En résumé, Un livre jeunesse plutôt sympathique. J’ai aimé l’ambiance autour de la malédiction, le cadre portuaire et le plot twist. En revanche, pour la crédibilité, on repassera. Malheureusement, la romance prend trop souvent le pas sur l’intrigue autour de la malédiction et les personnages ne sont pas mémorables ou attachants.


- Peut-être, reconnaît Gigi. N'empêche qu'elles n'ont pas mérité ce qui leur est arrivé.
Davis rigole, le visage rougi par la chaleur du feu.
- C'étaient des sorcières !
Gigi lève les yeux au ciel.
- Peut-être que cette ville les détestait juste parce qu'elles étaient différentes, dit-elle. Parce que c'était plus facile de les tuer que d'accepter que les hommes sont des connards misogynes et bornés.

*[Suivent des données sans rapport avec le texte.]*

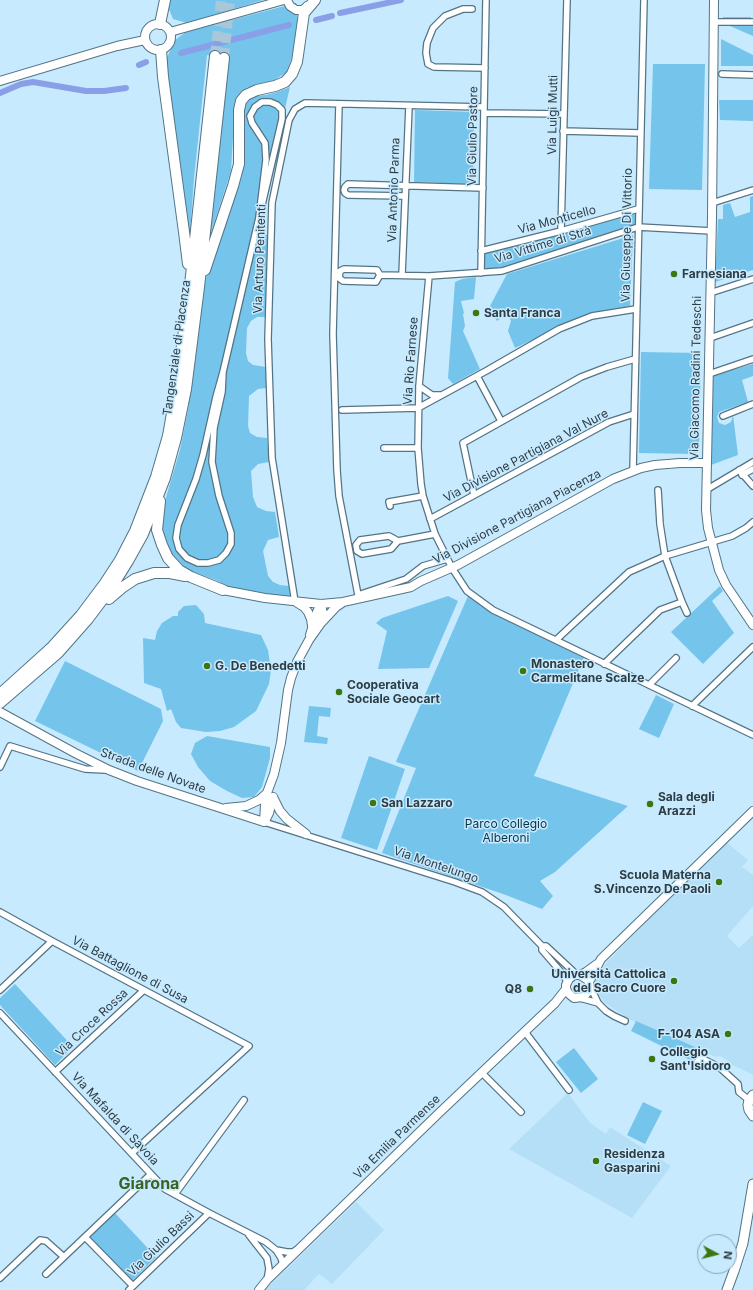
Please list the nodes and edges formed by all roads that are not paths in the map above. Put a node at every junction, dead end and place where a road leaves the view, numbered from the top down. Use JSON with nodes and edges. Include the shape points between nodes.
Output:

(...) Les yeux perçants, Bo me regarde. Il parle doucement pour que personne d'autre ne l'entende :
- On les a tuées parce qu'on les prenait pour des sorcières ?
- Noyées dans le port, des pierres accrochées aux chevilles. A l'époque, il ne fallait pas grand chose pour condamner quelqu'un pour sorcellerie : la plupart des gens de Sparrow détestaient déjà les Swan Sisters, donc le procès a été assez expéditif.